• EXTRACTED MATERIAL
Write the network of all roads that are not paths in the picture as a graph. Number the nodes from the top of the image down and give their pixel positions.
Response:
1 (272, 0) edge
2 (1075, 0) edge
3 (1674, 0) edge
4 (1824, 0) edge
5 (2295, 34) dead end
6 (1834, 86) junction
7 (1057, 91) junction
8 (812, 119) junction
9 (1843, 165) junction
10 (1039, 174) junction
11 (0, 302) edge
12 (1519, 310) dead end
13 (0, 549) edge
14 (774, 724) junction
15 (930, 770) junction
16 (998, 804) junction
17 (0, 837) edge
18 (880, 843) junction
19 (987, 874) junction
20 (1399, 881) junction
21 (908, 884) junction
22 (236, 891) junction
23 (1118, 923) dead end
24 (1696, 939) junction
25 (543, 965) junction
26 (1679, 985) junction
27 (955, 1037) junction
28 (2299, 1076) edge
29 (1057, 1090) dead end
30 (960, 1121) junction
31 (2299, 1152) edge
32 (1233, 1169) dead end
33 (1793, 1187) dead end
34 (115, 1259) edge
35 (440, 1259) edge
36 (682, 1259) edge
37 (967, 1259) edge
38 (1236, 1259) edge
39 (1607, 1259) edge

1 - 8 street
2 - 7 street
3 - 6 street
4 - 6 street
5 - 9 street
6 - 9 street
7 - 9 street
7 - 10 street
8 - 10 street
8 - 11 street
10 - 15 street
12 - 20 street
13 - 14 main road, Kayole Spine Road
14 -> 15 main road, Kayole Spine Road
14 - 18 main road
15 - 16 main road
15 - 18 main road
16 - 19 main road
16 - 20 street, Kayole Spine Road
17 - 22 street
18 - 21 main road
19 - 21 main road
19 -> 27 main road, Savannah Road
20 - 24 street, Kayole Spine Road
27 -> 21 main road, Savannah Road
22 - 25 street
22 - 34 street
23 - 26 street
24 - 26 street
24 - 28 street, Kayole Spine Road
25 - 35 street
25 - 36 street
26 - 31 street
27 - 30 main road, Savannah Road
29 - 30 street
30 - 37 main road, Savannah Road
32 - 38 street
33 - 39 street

• WORK INSTRUCTION
The full listing above should be returned exactly as supplied.

• ANSWER BOX
Write the network of all roads that are not paths in the picture as a graph. Number the nodes from the top of the image down and give their pixel positions.
Response:
1 (272, 0) edge
2 (1075, 0) edge
3 (1674, 0) edge
4 (1824, 0) edge
5 (2295, 34) dead end
6 (1834, 86) junction
7 (1057, 91) junction
8 (812, 119) junction
9 (1843, 165) junction
10 (1039, 174) junction
11 (0, 302) edge
12 (1519, 310) dead end
13 (0, 549) edge
14 (774, 724) junction
15 (930, 770) junction
16 (998, 804) junction
17 (0, 837) edge
18 (880, 843) junction
19 (987, 874) junction
20 (1399, 881) junction
21 (908, 884) junction
22 (236, 891) junction
23 (1118, 923) dead end
24 (1696, 939) junction
25 (543, 965) junction
26 (1679, 985) junction
27 (955, 1037) junction
28 (2299, 1076) edge
29 (1057, 1090) dead end
30 (960, 1121) junction
31 (2299, 1152) edge
32 (1233, 1169) dead end
33 (1793, 1187) dead end
34 (115, 1259) edge
35 (440, 1259) edge
36 (682, 1259) edge
37 (967, 1259) edge
38 (1236, 1259) edge
39 (1607, 1259) edge

1 - 8 street
2 - 7 street
3 - 6 street
4 - 6 street
5 - 9 street
6 - 9 street
7 - 9 street
7 - 10 street
8 - 10 street
8 - 11 street
10 - 15 street
12 - 20 street
13 - 14 main road, Kayole Spine Road
14 -> 15 main road, Kayole Spine Road
14 - 18 main road
15 - 16 main road
15 - 18 main road
16 - 19 main road
16 - 20 street, Kayole Spine Road
17 - 22 street
18 - 21 main road
19 - 21 main road
19 -> 27 main road, Savannah Road
20 - 24 street, Kayole Spine Road
27 -> 21 main road, Savannah Road
22 - 25 street
22 - 34 street
23 - 26 street
24 - 26 street
24 - 28 street, Kayole Spine Road
25 - 35 street
25 - 36 street
26 - 31 street
27 - 30 main road, Savannah Road
29 - 30 street
30 - 37 main road, Savannah Road
32 - 38 street
33 - 39 street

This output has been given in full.